Discussion
In this case, we found a very unusual association of two thrombotic conditions with different pathogenic mechanisms and potential life-threatening complications. Recent history of cancer and current treatment with letrozole were considered the only factors associated with this prothrombotic state4.
On the one hand, floating aortic thrombus is an unusual disease, frequently detected in the setting of diagnostic work-up after stroke or peripheral embolism. Thrombi are mostly located in the aortic arch and can be attached either on aortic plaques or visually normal wall5. The pathophysiology of these lesions is unclear, since thrombophilic states are not frequently found2, as in this case. Medical management with heparinization, endovascular stenting and surgery have been proposed and previously published, but comparative data are not available.5,6
On the other hand, usual treatment of PE consists in systemic anticoagulation.
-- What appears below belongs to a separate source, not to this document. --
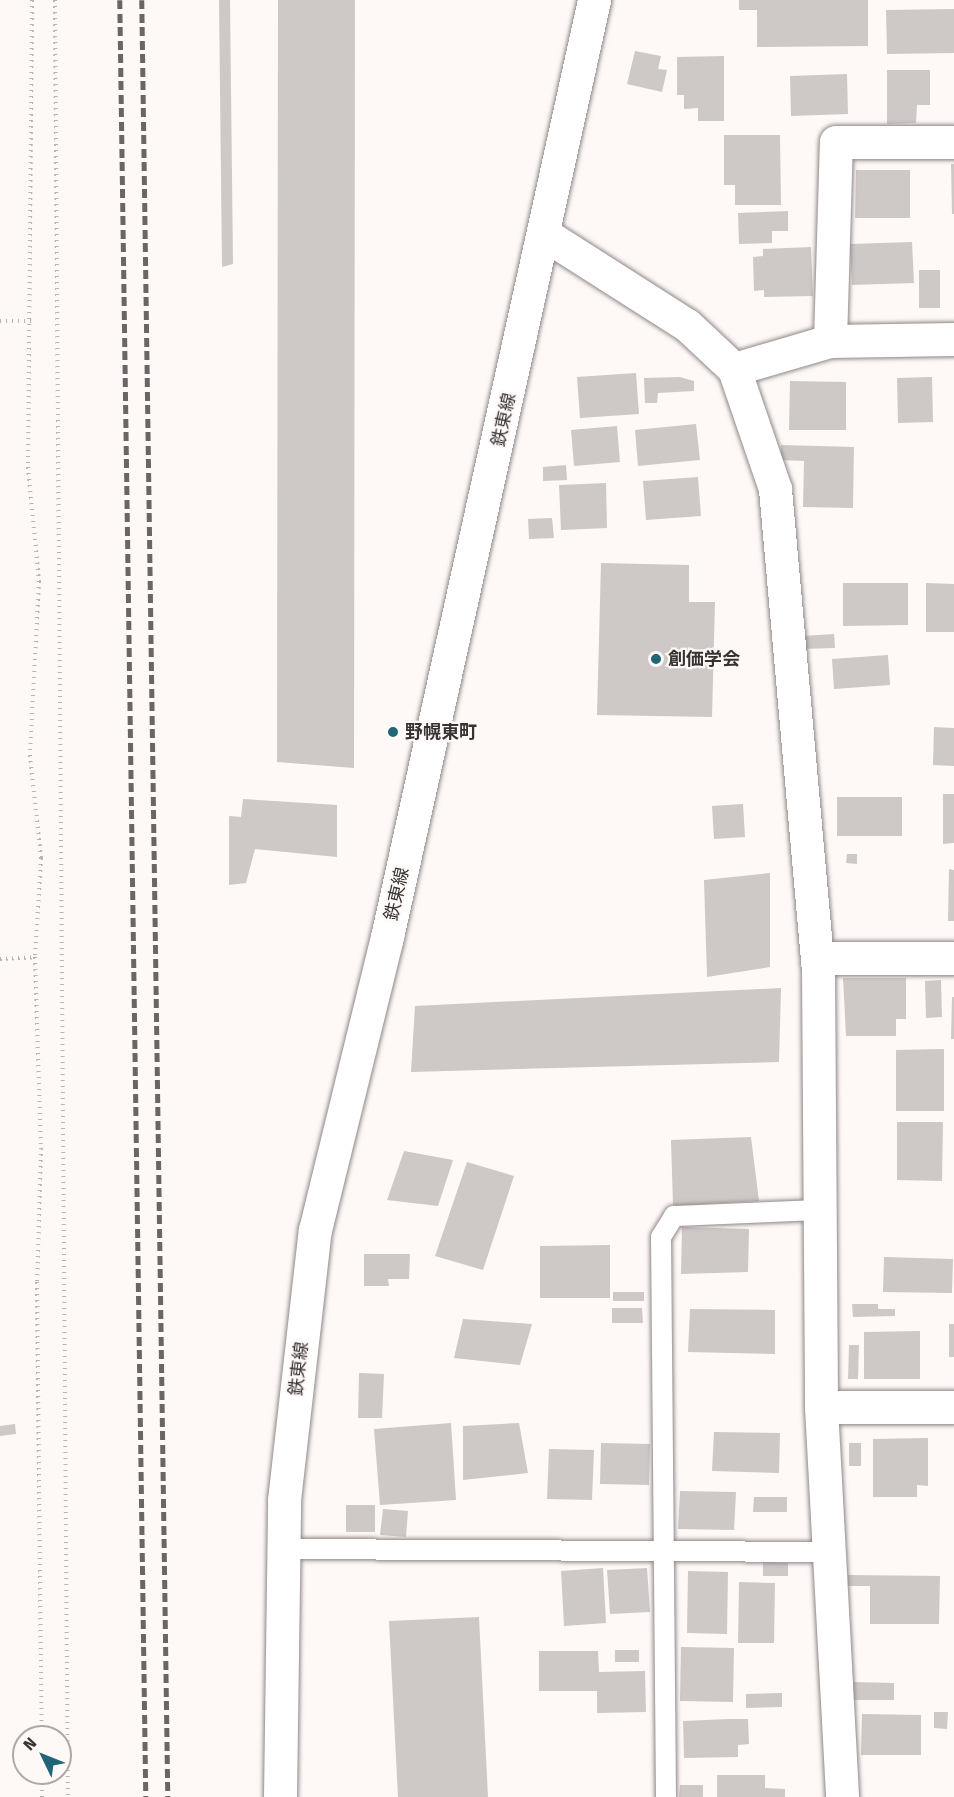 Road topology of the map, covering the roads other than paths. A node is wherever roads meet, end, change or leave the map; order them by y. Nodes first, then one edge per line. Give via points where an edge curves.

Systemic fibrinolysis is indicated in case of hemodynamic or cardiac compromise and surgical embolectomy is reserved for those cases where fibrinolysis is contraindicated or failed.7 This case was a high-risk PE without hemodynamic instability and could only be managed with anticoagulation alone and systemic fibrinolysis in case of hemodynamic deterioration.1 However, the presence of floating thrombus in the ascending aorta with a high risk of stroke led to concomitant surgical repair of both conditions. Some circumstances other than contraindication for fibrinolysis can make surgical pulmonary embolectomy the best approach PE management.